Social a parte, sulle strade biellesi gli incidenti si susseguono in gran numero, spesso con auto e moto coinvolte, mezzi ribaltati, diversi feriti e l'intervento dei soccorsi. Il fine settimana scorso, nel complesso, sarebbero stati una quindicina gli incidenti stradali noti alle forze dell’ordine o nei quali si è reso necessario l’intervento dei sanitari.
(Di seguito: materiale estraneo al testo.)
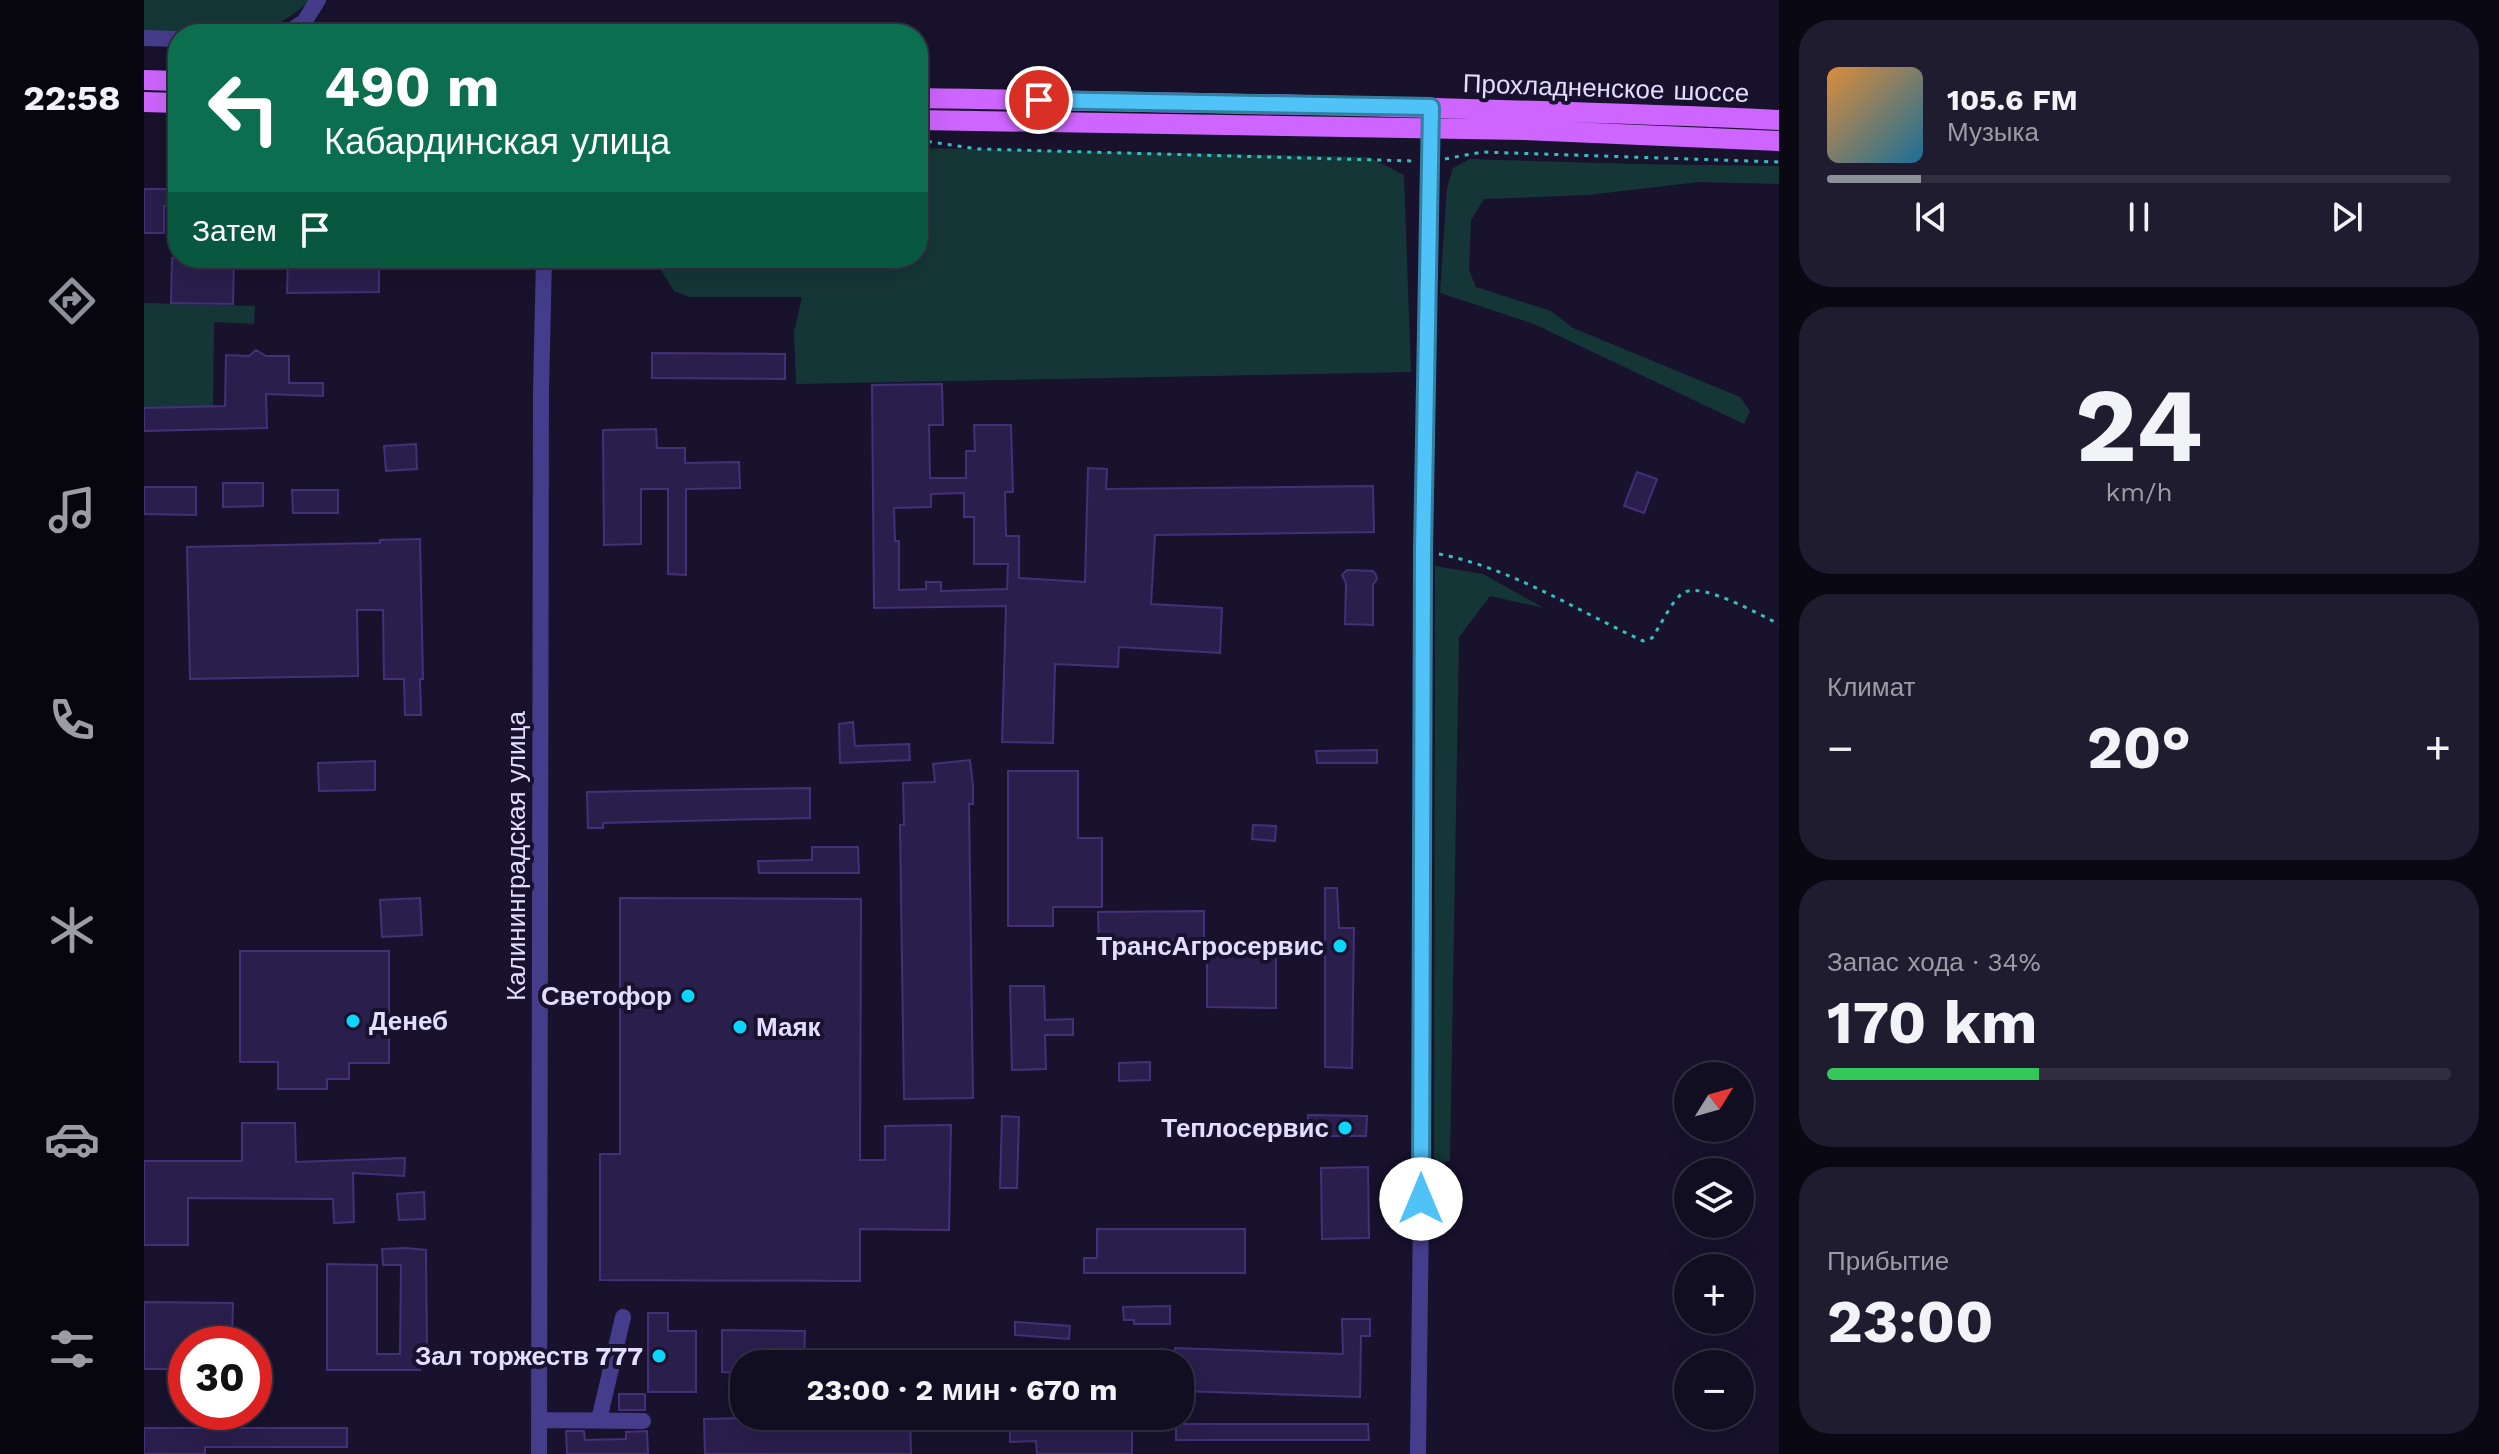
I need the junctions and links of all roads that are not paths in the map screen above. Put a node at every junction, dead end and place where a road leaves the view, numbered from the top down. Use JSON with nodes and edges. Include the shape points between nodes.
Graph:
{"nodes":[{"id":1,"x":318,"y":0,"type":"edge"},
{"id":2,"x":301,"y":24,"type":"edge"},
{"id":3,"x":144,"y":38,"type":"edge"},
{"id":4,"x":168,"y":39,"type":"edge"},
{"id":5,"x":144,"y":80,"type":"edge"},
{"id":6,"x":168,"y":81,"type":"edge"},
{"id":7,"x":928,"y":98,"type":"edge"},
{"id":8,"x":144,"y":102,"type":"edge"},
{"id":9,"x":168,"y":103,"type":"edge"},
{"id":10,"x":1431,"y":118,"type":"junction"},
{"id":11,"x":928,"y":120,"type":"edge"},
{"id":12,"x":1779,"y":120,"type":"edge"},
{"id":13,"x":1779,"y":141,"type":"edge"},
{"id":14,"x":544,"y":268,"type":"edge"},
{"id":15,"x":623,"y":1317,"type":"dead end"},
{"id":16,"x":539,"y":1420,"type":"junction"},
{"id":17,"x":599,"y":1420,"type":"junction"},
{"id":18,"x":643,"y":1421,"type":"dead end"},
{"id":19,"x":539,"y":1454,"type":"edge"},
{"id":20,"x":1418,"y":1454,"type":"edge"}],
"edges":[{"from":1,"to":2,"type":"street"},
{"from":3,"to":4,"type":"street"},
{"from":5,"to":6,"type":"main road"},
{"from":7,"to":10,"type":"main road"},
{"from":8,"to":9,"type":"main road"},
{"from":10,"to":11,"type":"main road"},
{"from":10,"to":12,"type":"main road","name":"Прохладненское шоссе","via":[[1602,112]]},
{"from":10,"to":13,"type":"main road","name":"Прохладненское шоссе","via":[[1524,130]]},
{"from":10,"to":20,"type":"street"},
{"from":14,"to":16,"type":"street","name":"Калининградская улица"},
{"from":15,"to":17,"type":"street"},
{"from":16,"to":17,"type":"street"},
{"from":16,"to":19,"type":"street","name":"Калининградская улица"},
{"from":17,"to":18,"type":"street"}]}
Un numero che, da solo, basta a raccontare una criticità difficile da liquidare come una semplice coincidenza.
Sarà il caldo, il clima afoso o la spensieratezza di chi alla guida nel weekend pensa già alla meta, ma il trend settimanale non conferma le rosee aspettative della domenica sera.
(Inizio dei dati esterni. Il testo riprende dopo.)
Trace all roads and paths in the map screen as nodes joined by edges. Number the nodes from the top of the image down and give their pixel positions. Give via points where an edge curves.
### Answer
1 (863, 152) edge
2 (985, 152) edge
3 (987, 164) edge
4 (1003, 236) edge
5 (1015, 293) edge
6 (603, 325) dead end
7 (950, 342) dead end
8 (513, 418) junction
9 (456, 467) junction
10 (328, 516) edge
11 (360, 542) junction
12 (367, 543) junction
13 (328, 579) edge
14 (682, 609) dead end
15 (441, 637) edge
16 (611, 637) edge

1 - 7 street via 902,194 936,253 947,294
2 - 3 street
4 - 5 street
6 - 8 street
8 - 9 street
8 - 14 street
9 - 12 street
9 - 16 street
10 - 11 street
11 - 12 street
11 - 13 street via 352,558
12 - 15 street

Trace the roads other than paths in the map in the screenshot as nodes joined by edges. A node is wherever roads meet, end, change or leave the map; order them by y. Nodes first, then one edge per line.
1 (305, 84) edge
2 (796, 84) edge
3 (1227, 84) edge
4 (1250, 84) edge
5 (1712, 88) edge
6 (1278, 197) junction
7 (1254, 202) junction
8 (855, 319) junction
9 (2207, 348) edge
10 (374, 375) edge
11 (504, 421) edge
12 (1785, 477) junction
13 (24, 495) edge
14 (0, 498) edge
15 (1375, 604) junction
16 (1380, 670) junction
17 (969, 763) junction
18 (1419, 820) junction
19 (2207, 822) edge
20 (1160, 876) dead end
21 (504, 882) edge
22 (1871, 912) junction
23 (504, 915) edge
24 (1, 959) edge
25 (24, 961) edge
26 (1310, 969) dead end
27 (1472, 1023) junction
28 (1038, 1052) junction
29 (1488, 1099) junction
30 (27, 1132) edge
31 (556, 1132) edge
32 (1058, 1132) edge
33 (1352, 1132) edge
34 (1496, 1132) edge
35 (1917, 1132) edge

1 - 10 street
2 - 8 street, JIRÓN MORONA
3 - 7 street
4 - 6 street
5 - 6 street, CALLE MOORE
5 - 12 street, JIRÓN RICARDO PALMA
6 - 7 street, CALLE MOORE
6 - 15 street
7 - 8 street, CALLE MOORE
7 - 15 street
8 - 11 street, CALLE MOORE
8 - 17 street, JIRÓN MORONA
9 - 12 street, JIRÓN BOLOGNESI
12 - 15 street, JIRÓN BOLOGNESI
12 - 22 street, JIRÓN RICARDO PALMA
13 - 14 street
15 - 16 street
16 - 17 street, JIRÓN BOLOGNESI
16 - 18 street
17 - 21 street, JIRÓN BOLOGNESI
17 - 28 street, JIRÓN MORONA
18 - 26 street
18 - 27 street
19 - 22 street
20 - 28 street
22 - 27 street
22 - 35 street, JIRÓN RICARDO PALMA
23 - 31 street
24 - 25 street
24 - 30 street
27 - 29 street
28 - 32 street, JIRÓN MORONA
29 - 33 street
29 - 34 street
Le cause, nei singoli episodi, spettano a chi effettua gli accertamenti. Resta però una sensazione sempre più evidente: sulle strade serve più attenzione. Agli incroci, nelle rotonde, prima di una svolta, durante un sorpasso, nei momenti in cui basta un’occhiata mancata per trasformare una manovra ordinaria in un incidente. Una moto può comparire in un attimo, un’auto può non essere vista, e una svista, per quanto innocua, può trasformarsi in qualcosa di più.
Poi c’è l’altra carreggiata, quella digitale. Ogni sinistro si trasforma in un processo popolare: diagnosi, colpe, lezioni di guida e battute da officina, nonostante i coinvolti siano persone e non sagome da crash test. "Guardavo per aria", forse una scusa ridicola o una mezza verità. Guardiamo per aria quando quando trasformiamo la cronaca in un'attrazione, un'occasione per sentirci più svegli degli altri. Guardiamo per aria quando scriviamo i commenti e ci dimentichiamo che parliamo di persone. Guardiamo per aria quando ci sentiamo infallibili, proprio mentre dimostriamo di non aver capito nulla.